(GIVEN RECORDS)
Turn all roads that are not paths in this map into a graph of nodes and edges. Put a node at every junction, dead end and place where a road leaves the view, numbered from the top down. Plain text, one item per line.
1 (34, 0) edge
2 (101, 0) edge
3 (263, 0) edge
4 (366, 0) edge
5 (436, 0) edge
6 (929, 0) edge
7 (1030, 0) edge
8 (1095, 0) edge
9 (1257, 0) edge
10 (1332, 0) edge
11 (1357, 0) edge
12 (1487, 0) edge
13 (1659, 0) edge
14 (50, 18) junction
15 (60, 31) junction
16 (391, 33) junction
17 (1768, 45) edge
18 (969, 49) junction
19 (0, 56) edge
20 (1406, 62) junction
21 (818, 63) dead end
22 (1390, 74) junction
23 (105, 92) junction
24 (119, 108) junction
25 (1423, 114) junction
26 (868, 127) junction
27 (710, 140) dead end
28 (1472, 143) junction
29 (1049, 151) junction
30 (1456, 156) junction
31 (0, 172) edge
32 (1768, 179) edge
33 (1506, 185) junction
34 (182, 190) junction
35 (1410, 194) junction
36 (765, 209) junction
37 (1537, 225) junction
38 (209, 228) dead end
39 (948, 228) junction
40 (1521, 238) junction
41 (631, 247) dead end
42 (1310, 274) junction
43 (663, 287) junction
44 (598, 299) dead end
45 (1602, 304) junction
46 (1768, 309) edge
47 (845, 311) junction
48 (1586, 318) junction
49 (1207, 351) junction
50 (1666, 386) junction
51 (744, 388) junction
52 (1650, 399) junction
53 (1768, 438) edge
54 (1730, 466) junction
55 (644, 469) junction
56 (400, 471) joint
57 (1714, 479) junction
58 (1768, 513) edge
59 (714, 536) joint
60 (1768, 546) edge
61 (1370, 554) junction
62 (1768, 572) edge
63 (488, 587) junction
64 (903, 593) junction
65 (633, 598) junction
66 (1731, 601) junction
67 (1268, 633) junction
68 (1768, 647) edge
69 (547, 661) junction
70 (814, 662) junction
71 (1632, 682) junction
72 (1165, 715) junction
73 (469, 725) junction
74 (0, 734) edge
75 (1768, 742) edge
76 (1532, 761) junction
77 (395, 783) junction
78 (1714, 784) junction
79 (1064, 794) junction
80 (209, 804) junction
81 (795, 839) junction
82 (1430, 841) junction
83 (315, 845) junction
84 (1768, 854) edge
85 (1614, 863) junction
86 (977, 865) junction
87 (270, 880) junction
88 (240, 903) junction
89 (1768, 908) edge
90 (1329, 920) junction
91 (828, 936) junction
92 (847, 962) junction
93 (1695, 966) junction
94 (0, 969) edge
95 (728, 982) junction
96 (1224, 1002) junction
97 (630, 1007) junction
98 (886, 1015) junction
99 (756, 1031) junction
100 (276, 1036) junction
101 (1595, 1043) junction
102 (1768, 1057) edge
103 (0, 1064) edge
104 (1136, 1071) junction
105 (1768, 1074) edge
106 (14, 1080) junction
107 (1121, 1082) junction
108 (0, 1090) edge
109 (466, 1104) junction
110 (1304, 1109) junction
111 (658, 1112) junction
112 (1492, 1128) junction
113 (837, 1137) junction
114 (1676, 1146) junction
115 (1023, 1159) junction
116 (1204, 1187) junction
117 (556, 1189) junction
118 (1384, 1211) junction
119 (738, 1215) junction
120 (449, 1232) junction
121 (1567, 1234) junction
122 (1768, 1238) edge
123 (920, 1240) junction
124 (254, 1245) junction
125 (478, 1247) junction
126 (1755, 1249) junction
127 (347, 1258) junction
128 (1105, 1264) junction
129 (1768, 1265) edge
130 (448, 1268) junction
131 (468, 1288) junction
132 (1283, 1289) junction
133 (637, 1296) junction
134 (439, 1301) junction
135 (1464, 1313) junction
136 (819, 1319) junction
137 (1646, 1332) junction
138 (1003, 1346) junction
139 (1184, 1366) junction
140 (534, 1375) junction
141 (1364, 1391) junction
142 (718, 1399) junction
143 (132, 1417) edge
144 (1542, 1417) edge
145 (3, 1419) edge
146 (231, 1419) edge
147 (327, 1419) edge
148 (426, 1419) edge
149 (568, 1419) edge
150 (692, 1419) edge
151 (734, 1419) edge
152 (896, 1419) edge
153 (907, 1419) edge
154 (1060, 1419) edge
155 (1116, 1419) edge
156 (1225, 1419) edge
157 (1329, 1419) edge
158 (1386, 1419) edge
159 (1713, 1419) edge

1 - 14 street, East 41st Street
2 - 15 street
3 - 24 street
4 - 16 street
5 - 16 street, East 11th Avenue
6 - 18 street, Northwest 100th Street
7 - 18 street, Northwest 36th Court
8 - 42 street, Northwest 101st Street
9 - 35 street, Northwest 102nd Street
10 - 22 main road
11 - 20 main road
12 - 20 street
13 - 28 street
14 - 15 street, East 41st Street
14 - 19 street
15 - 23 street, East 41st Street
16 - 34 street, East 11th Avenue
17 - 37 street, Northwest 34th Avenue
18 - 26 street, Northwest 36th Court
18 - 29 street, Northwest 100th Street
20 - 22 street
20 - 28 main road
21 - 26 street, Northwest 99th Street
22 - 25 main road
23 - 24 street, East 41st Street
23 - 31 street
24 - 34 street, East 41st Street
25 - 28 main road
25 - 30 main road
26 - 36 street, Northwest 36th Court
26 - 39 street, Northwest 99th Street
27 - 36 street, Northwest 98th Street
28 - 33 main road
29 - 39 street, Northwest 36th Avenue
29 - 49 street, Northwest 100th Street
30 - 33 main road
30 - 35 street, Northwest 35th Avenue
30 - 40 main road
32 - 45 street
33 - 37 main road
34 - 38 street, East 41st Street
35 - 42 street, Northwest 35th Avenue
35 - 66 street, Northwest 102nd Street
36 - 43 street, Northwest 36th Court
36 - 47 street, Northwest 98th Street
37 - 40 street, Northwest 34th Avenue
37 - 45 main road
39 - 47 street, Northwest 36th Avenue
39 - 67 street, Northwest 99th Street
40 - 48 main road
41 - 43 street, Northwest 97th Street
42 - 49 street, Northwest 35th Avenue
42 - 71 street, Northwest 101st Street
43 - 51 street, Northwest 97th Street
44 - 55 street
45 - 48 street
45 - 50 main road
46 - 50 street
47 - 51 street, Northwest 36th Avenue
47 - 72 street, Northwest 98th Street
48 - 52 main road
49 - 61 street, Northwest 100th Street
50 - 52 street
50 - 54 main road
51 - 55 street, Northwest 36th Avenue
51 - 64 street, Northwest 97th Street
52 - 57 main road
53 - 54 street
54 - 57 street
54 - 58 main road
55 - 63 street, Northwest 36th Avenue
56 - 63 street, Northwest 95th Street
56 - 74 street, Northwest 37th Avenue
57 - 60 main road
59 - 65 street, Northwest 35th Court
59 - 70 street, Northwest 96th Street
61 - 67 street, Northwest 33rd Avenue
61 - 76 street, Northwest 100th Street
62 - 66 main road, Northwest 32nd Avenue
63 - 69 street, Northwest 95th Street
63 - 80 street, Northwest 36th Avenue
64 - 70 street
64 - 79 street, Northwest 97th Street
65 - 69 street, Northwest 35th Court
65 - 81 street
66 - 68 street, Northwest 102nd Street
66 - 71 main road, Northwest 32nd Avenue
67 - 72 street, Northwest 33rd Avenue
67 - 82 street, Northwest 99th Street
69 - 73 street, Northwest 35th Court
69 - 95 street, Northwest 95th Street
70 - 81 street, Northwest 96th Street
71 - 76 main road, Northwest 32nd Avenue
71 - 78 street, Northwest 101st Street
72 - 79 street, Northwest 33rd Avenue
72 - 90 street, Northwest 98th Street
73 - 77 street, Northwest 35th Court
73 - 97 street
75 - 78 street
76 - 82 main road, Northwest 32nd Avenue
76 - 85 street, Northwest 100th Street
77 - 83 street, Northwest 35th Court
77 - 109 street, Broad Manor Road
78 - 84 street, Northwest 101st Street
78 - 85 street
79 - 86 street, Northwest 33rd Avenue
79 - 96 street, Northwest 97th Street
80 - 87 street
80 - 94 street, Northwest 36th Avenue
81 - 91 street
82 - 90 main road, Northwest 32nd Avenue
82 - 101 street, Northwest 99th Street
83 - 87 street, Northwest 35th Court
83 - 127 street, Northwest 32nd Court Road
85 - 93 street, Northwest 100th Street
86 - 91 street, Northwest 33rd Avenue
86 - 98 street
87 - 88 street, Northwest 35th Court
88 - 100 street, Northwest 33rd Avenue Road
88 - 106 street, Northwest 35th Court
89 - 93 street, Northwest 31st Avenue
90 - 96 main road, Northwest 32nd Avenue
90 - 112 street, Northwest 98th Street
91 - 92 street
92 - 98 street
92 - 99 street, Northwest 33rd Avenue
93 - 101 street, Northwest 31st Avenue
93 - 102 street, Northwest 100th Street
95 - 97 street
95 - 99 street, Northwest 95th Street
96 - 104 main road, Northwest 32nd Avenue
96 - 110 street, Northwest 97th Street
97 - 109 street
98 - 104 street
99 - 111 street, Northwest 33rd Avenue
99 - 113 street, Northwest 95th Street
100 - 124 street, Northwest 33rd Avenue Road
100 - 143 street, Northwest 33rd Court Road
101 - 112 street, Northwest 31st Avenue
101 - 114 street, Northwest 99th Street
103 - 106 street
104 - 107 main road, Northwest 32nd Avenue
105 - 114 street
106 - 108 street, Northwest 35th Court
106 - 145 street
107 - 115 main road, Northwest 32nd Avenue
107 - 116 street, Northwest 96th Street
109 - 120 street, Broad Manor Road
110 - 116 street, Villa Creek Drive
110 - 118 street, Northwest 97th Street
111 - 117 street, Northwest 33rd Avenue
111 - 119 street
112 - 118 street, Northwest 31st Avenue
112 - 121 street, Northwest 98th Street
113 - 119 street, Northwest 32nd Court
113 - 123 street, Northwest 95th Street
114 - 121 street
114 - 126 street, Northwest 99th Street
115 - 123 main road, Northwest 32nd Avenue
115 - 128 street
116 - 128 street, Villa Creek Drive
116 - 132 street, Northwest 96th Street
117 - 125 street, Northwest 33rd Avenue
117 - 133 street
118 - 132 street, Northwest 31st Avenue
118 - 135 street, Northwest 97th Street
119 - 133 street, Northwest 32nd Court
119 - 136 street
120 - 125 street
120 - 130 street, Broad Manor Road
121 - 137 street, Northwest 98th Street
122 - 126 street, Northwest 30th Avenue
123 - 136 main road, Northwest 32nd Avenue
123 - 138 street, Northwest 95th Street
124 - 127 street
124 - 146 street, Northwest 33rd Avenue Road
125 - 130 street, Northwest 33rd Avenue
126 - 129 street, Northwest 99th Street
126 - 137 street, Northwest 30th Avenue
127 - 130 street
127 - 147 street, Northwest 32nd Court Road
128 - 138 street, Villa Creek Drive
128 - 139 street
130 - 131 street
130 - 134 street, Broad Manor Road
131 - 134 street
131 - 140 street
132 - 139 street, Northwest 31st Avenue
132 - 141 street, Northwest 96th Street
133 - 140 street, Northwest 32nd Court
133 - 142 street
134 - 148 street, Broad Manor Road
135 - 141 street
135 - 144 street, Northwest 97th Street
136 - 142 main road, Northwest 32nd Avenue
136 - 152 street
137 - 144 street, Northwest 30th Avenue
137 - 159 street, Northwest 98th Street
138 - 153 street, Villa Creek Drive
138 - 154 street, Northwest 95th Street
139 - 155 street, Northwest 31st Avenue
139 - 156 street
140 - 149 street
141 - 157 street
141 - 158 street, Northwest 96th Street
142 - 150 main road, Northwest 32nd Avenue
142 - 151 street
(End GIVEN RECORDS)
• [WORK ORDER]:
Where a line above contains the word "East", copy that line.

• [TASK RESPONSE]:
1 - 14 street, East 41st Street
5 - 16 street, East 11th Avenue
14 - 15 street, East 41st Street
15 - 23 street, East 41st Street
16 - 34 street, East 11th Avenue
23 - 24 street, East 41st Street
24 - 34 street, East 41st Street
34 - 38 street, East 41st Street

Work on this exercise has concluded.